Orpic completed the mechanical work on the crude and vacuum distillation units, as well as a kero-merox unit in January.

The refinery had already completed a revamp of the residue fluid catalytic cracker last year.

One Singapore-based crude trader said Monday: “They have been telling term lifters before 2017 renewal that with Sohar [refinery coming online], they will cut term exports, but they just could not confirm which month [at that point].”

LIMITED IMPACT SEEN

For a number of reasons, market sources suggest the impact of the cut may not be that great. According to another crude trader Monday, the cuts will only affect exports to term holders with Oman’s Ministry of Oil and Gas.

“That’s only MOG-term related and not an overall 15% [export] cut”, the trader said. “Equity holders’ [exports are] not affected. The actual impact to exports is only a single digit percentage.”

Others agreed that the impact of the export cut was likely to be limited due to the slowdown in imports by China’s independent “teapot” refiners. Oman supplied China’s independent refiners with 670,000 mt in February, up 8% from January.

“That’s a big cut — but if [Chinese] teapot [refiners] demand declined [due to a lack of crude import quotas], the cut will make sense,” an East Asian crude trader said.

Crude imports by the independent refiners were expected to slow down as several have used up most of their allocation from the first round of import quotas.

They will need to wait until June for the second batch of quotas to be allocated by the government before they can resume purchasing, market sources said.

A total 45.64 million mt of quota allocations were issued to 19 independent refineries in the first round in January. These were based on the volumes imported in the first 10 months of 2016.

This resulted in some refiners getting sufficient allocation in the first round this year to cover their entire year’s requirements but others which had imported a relatively small volume in those 10 months facing a shortfall, especially if they have raised runs this year.

Latest government data showed Oman’s crude deliveries to China in February accounted for 82.5% of total exports for the month and rebounding by over 20% from a three-year low in January.

COMPLIANCE WITH OPEC/NON-OPEC CUTS

The Sultanate’s crude oil production and exports have already been reduced this year, as part of its commitment to the OPEC/non-OPEC agreement reached at the end of 2016 between 24 major international producers to cut output.

Oman produced around 883,000 b/d in February, the latest figures from the sultanate’s National Center for Statistics and Information showed, down 4.4% from 923,000 b/d in October, the benchmark month from which production cuts are calculated.

This is just short of its pledge to cut output by 5% in the first six months of this year.

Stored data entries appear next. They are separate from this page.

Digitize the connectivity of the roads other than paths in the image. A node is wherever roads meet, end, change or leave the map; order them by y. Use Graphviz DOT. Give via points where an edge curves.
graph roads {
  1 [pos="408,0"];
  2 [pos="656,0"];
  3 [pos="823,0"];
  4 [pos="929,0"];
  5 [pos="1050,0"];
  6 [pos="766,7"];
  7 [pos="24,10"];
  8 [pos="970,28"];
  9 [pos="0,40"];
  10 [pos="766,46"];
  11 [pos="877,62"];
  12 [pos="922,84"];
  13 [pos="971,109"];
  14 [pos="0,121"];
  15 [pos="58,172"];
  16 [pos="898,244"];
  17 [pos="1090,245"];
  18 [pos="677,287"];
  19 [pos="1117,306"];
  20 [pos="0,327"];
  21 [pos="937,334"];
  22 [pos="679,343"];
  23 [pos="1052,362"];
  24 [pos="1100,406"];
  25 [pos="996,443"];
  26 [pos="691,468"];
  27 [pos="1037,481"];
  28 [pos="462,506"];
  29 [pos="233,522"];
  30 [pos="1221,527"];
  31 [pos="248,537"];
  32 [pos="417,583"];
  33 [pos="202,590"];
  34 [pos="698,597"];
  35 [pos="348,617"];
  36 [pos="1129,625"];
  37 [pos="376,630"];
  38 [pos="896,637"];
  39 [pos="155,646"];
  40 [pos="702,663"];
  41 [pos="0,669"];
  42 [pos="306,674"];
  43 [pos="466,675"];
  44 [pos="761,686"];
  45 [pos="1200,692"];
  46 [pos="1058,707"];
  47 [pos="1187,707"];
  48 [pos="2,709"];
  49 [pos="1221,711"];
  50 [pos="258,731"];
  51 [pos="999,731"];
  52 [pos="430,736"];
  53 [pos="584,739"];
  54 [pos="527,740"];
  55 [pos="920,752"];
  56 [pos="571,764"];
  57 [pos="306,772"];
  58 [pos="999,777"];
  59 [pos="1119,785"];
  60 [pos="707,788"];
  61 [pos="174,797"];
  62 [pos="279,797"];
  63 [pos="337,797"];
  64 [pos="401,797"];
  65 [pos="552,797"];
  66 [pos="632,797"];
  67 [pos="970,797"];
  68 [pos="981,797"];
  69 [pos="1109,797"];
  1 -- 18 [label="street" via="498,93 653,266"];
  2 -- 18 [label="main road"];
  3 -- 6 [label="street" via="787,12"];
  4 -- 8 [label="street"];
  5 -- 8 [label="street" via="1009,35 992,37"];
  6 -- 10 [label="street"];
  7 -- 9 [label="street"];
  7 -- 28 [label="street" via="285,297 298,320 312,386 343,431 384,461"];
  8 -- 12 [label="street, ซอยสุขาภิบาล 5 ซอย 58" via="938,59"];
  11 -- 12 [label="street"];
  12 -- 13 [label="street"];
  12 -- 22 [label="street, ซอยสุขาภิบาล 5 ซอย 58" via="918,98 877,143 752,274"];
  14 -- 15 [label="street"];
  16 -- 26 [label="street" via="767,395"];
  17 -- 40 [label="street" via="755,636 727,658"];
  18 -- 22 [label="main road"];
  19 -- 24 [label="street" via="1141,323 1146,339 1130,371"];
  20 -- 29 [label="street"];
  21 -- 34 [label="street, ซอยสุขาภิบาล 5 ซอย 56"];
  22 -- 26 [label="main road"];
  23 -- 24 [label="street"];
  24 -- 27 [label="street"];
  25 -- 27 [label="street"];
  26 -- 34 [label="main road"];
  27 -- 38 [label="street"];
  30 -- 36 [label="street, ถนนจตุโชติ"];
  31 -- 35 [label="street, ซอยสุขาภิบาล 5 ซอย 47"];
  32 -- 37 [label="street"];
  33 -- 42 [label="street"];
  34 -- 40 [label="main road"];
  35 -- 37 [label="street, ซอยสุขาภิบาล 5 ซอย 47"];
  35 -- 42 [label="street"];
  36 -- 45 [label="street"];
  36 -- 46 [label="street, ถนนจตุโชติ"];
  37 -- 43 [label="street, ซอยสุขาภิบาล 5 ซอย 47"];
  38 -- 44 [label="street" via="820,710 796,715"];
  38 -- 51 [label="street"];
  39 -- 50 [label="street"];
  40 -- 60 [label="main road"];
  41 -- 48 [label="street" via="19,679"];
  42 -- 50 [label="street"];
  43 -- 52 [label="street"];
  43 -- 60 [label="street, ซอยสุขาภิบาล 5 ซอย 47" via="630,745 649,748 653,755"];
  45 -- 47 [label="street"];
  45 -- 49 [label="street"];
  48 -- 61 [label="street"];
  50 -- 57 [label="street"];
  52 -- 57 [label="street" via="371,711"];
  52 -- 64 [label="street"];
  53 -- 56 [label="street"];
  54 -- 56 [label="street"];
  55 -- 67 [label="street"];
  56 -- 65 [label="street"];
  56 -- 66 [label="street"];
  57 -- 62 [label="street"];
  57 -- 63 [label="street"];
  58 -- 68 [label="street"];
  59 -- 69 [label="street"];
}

But Oman’s oil exports did fall by 55,000 b/d to 805,000 b/d, or 6.4%, month on month.

The decline in exports was due to a large drop in shipments to South Korea, down to just 37,000 b/d in February, compared with 143,000 b/d in January.

Oman is a member of a five-country committee — along with Kuwait, Algeria, Venezuela and Russia — which met in Vienna Sunday, tasked with monitoring compliance among OPEC and non-OPEC producers.

The committee pegged OPEC compliance at 106%, driven largely by Saudi Arabia, while for the 11 non-OPEC members it is far less, with reports estimating it at around 60%.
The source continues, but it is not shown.